Proteomic evaluation of pathways associated with phosphine-induced mitochondrial dysfunction and resistance mechanisms in Tribolium castaneum against phosphine fumigation: Whole and partial proteome identification.

Phosphine (PH) fumigation is widely used to control insect pests in stored products globally. However, intensive PH use has led to the emergence of significant resistance in target insects. To address this issue, this study investigated PH resistance mechanisms by conducting both qualitative and quantitative proteomic analyses on the whole proteome of a PH-resistant Tribolium castaneum strain (AUS-07) using LC-MS/MS. Besides, proteins from both strains were separated in 1D-PAGE, and qualitatively analyzed using LC-MS/MS after in-gel digestion. Differentially expressed proteins (DEPs) with cut-off values (4-fold expression difference and p < 0.05) were selected, and 107 proteins were identified in the AUS-07 strain.
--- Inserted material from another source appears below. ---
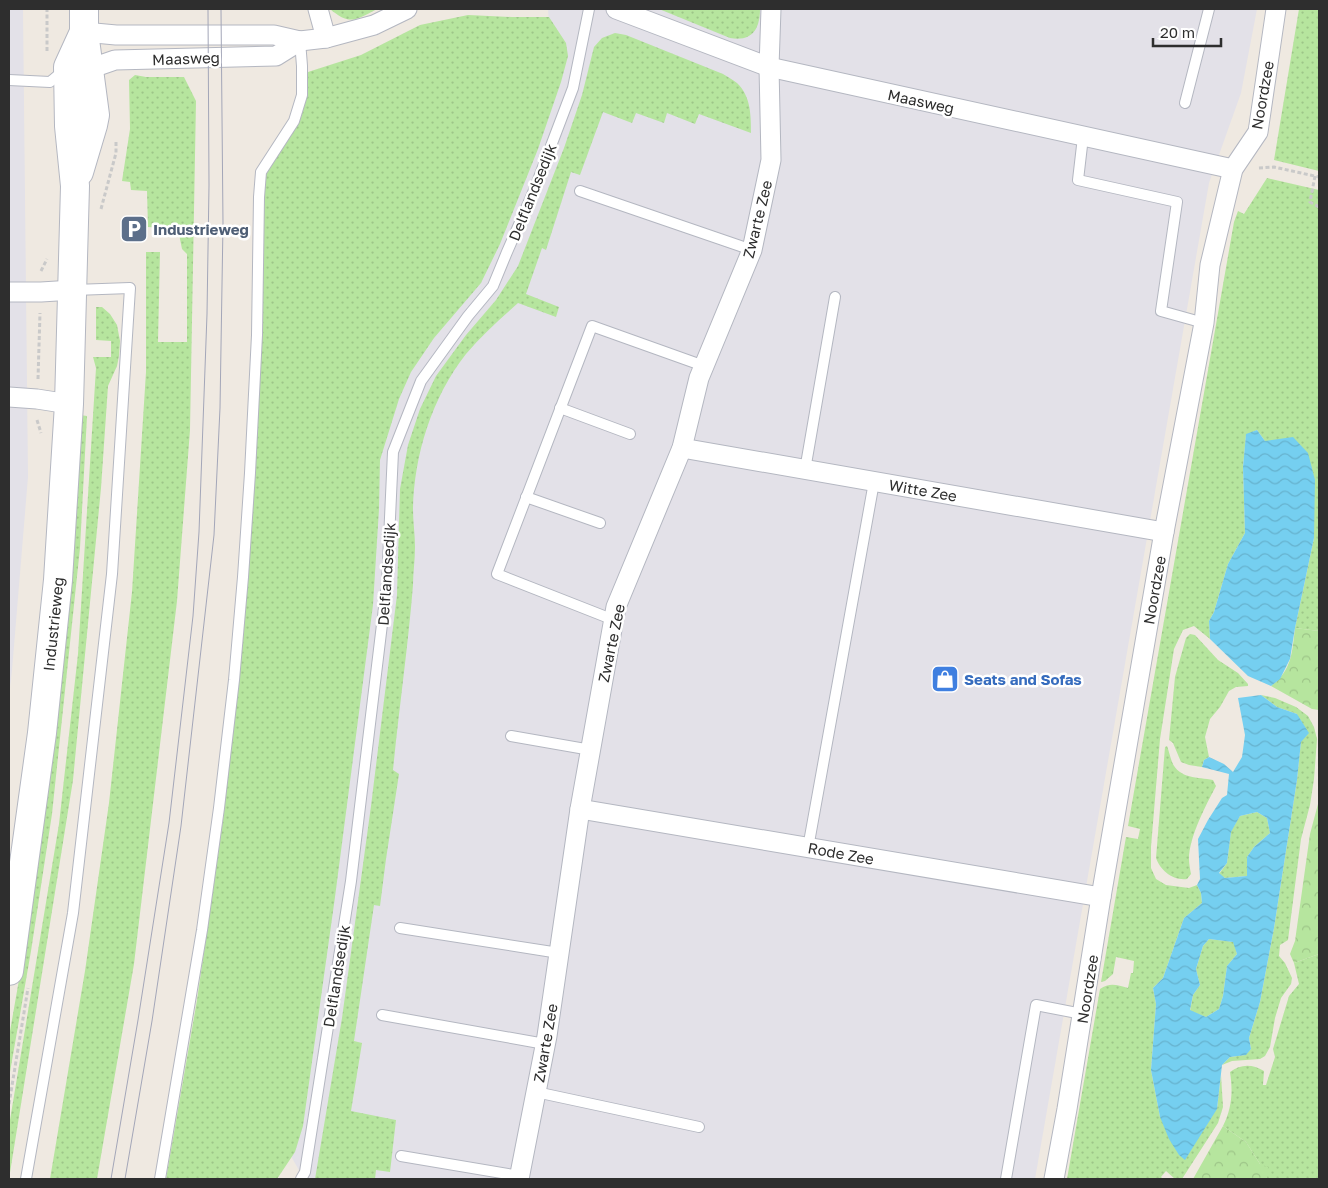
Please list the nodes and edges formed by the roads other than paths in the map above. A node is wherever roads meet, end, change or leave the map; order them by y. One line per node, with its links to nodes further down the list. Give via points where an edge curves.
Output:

Among them, several proteins involved in oxidative phosphorylation were notably upregulated in response to PH exposure. Upregulation of Complex I and III in the electron transport chain of the AUS-07 strain may lead to the excessive generation of reactive oxygen species (ROS) in the form of superoxide, which can damage Fe-S cluster-containing proteins such as cytochrome P450s (CYP450s). Upregulation of detoxifying enzymes, such as CYP450s and glutathione S-transferases (GSTs), was observed, likely to repair superoxide-induced damage on CYP450s as well as quenching superoxide. Upregulation of aldose reductases involved in polyol pathways and downregulation of the trehalose transporter were observed, suggesting that PH-resistance may be linked to diapause-like physiological adaptations, including quiescence. Further studies are essential to quantify polyol levels in the AUS-07 strain and to conduct other molecular analyses to validate the roles of identified DEPs in PH resistance. Altogether, our findings suggest a new control strategy to stored product insect pests by other type of fumigant such as ethyl formate with different molecular structure.